The first thing Jerry did was construct a base made of solid cherry upon which the eagle rests. There are two engraved plates and a patriotic symbol surrounding the statue, and all of it is viewable both from a wheelchair as well as from a standing height. The display case that will be the eagle’s “home” will have glass on three sides, and Tee told me, “It is going to be displayed in a prominent location in the dining hall. This location will maximize the number of residents, employees, and guests who view the eagle.”

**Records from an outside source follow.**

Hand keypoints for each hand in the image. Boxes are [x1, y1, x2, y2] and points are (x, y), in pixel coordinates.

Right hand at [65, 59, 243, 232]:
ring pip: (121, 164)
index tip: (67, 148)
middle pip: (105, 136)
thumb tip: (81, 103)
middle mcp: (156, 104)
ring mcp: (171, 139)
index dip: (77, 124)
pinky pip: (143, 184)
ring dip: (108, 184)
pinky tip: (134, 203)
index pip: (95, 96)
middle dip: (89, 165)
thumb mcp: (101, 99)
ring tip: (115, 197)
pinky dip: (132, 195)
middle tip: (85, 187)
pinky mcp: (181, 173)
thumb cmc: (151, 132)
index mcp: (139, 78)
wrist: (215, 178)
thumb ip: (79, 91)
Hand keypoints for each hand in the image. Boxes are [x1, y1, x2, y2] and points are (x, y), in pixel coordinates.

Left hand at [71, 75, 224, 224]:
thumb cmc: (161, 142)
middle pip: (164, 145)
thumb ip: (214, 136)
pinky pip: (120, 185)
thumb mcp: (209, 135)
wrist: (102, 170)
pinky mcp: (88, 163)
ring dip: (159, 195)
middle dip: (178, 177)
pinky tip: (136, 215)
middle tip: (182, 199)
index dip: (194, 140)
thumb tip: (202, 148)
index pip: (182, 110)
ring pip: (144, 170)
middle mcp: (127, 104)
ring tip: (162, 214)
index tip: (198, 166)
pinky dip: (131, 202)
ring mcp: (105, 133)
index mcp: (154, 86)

The Eagle is not the only patriotic project having been completed at Athens Rehab and Senior Care. In the past year plus, owners John Plunk and Doug Maund saw to it that the entire facility was given a facelift, inside and out. They are both solidly behind the “Eagle project,” and have done more to show forth an American spirit. On both the Market Street entrance as well as that of the entrance on Washington Street, two new flagpoles have been erected, each a bearer of Old Glory. This is an important reminder for all of us of the freedoms we hold dear, and the price that has been paid to maintain that freedom. It should come as no surprise that the Center is home to many veterans, and multitudes of vets pass through the Rehab wing as they recover from various health challenges. Remembering them and making them feel honored can contribute significantly to their quality of life, which has been proven to speed recovery from both chronic as well as acute medical conditions.

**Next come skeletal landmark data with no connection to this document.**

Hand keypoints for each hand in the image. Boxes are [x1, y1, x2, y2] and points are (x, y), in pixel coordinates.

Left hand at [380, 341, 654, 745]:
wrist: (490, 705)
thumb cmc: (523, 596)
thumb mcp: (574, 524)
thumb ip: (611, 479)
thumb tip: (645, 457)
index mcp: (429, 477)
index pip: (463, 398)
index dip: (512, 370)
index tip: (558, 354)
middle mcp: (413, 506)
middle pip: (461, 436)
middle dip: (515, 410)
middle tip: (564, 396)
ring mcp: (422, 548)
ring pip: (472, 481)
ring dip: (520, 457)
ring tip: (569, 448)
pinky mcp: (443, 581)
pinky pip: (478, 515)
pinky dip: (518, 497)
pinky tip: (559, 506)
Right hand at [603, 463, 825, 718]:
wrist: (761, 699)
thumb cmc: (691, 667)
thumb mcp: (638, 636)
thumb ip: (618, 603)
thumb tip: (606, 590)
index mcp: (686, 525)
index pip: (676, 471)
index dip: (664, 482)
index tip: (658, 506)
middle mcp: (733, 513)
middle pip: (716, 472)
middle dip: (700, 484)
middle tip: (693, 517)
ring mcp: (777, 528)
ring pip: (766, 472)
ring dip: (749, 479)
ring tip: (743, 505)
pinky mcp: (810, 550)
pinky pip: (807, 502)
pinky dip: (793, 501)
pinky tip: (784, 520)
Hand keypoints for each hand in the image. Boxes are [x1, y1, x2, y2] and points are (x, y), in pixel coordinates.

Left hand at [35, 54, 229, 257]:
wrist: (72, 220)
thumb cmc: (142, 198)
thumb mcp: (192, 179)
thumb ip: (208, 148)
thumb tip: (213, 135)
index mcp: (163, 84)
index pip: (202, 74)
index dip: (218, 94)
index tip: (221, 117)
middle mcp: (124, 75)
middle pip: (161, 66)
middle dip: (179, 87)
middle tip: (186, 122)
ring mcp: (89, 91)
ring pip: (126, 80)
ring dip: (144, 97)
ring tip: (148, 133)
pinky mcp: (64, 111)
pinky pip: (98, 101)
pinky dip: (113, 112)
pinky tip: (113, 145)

It is pretty much part of our local culture to be patriotic, and my experience is that many citizens have had a “defining moment” when it comes to igniting a passionate love for our nation. For Sara Wallace, it was 9/11. She was a small child during the ‘60s, not old enough to understand the chaos that was caused by people like I used to be, but vaguely aware that something was wrong. Then she, like many, got busy with “living the dream,” but not completely connected to those who made it possible, i.e. our troops, past and present. Her “wake up call” was 9/11. “Before then, we were untouchable,” she told me. “There were no threats, no opposition, and at that time I did not fully appreciate the ladies and gents who fought for us to be free,” she continued.

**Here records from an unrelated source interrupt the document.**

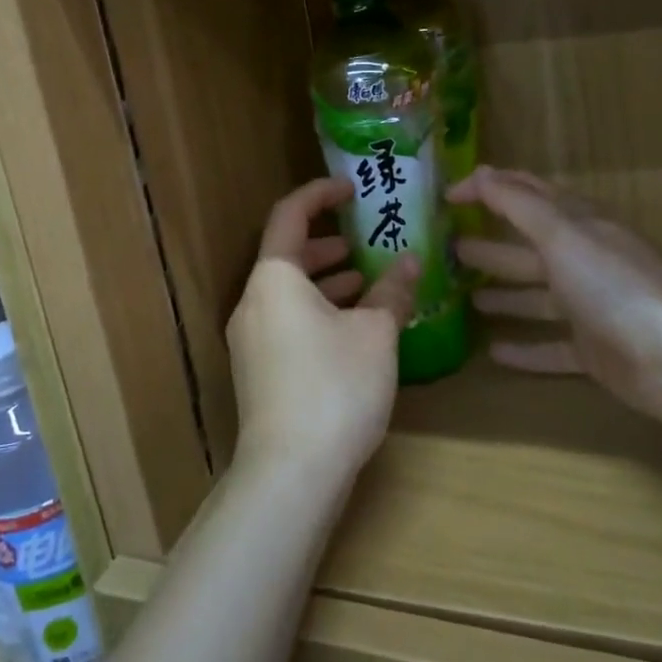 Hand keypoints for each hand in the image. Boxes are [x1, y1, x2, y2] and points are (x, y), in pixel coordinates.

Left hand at [228, 177, 418, 481]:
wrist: (290, 473)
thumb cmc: (335, 387)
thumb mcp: (376, 334)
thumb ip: (393, 291)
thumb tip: (410, 262)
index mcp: (274, 278)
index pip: (290, 214)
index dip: (321, 193)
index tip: (352, 188)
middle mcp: (253, 302)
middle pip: (287, 254)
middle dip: (328, 242)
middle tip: (365, 238)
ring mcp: (251, 339)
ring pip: (289, 292)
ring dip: (326, 280)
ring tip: (368, 280)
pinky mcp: (258, 370)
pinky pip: (288, 321)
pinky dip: (318, 311)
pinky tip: (353, 328)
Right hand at [449, 167, 661, 422]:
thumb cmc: (613, 284)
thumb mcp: (561, 235)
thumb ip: (519, 204)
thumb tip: (483, 173)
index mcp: (578, 225)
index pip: (527, 194)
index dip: (489, 188)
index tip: (447, 196)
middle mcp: (583, 260)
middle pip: (528, 248)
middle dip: (491, 245)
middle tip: (450, 249)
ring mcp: (590, 307)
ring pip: (538, 297)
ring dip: (504, 294)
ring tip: (466, 296)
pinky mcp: (594, 350)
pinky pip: (552, 347)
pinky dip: (525, 349)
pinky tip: (494, 352) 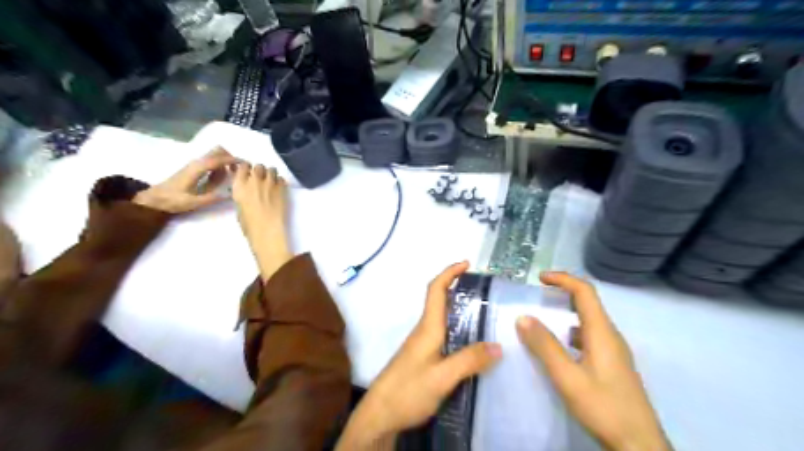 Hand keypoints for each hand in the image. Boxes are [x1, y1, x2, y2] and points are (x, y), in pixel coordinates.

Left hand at [133, 146, 236, 211]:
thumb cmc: (173, 200)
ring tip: (231, 177)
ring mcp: (195, 165)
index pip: (218, 159)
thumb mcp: (193, 202)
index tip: (245, 164)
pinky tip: (220, 179)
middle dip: (231, 157)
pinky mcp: (194, 168)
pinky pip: (211, 162)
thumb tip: (230, 195)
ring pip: (215, 155)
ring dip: (226, 162)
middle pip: (217, 151)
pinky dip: (220, 167)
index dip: (233, 160)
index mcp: (197, 169)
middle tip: (239, 171)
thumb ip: (212, 198)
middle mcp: (197, 163)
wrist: (155, 199)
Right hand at [232, 164, 291, 283]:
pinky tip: (279, 189)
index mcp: (239, 186)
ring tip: (271, 183)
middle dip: (259, 171)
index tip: (248, 172)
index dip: (246, 168)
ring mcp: (270, 183)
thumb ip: (242, 194)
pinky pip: (281, 179)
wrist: (267, 230)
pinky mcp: (282, 188)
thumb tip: (247, 191)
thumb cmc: (249, 225)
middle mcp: (254, 180)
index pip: (242, 166)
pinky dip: (280, 182)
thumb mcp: (239, 207)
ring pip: (272, 169)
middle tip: (261, 179)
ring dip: (271, 174)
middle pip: (258, 166)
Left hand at [337, 263, 500, 449]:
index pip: (436, 290)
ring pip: (441, 317)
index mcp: (428, 327)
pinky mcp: (422, 356)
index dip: (449, 272)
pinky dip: (457, 327)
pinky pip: (442, 332)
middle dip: (458, 287)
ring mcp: (422, 344)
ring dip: (459, 307)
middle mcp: (424, 330)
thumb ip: (469, 360)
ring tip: (484, 313)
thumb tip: (499, 346)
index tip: (466, 263)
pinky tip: (470, 341)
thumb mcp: (443, 377)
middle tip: (484, 290)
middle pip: (439, 300)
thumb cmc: (408, 390)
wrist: (380, 414)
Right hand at [518, 271, 670, 450]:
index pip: (585, 292)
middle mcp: (610, 336)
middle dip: (563, 293)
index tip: (539, 279)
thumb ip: (545, 346)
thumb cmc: (604, 407)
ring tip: (542, 319)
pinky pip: (588, 337)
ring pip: (588, 321)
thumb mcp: (568, 377)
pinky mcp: (612, 365)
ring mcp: (613, 352)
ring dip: (566, 313)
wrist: (639, 446)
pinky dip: (570, 332)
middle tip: (538, 296)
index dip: (563, 279)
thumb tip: (523, 317)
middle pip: (588, 303)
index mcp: (602, 333)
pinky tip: (558, 348)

For a moment, we had to swallow hard to fight back tears. She in her own way had just been caught up in the extraordinary blessings that America affords, and I had been caught up in trying to destroy it. “We serve the God of second chances,” we said. Since that time, both of us have become ardent soldier supporters. She told me, “Anytime we can support vets and their families, we will,” she said. Then she told me about her other “defining moment,” the one being when she first laid eyes on “The Eagle.” “When I first saw the eagle, it was mesmerizing,” she said. “I got cold chills,” she added, and told me that she thought “it was a wonderful symbol of our freedom.” That’s why she has been so happy to do whatever it takes to give “The Eagles” a good home. Come see them at either Athens Rehab and Senior Care, the Vets’ Museum, or on October 26th at the Senior Center. And, as you are enjoying the fireworks and cookouts that have become part and parcel of this holiday, thank God and a Vet for your freedom.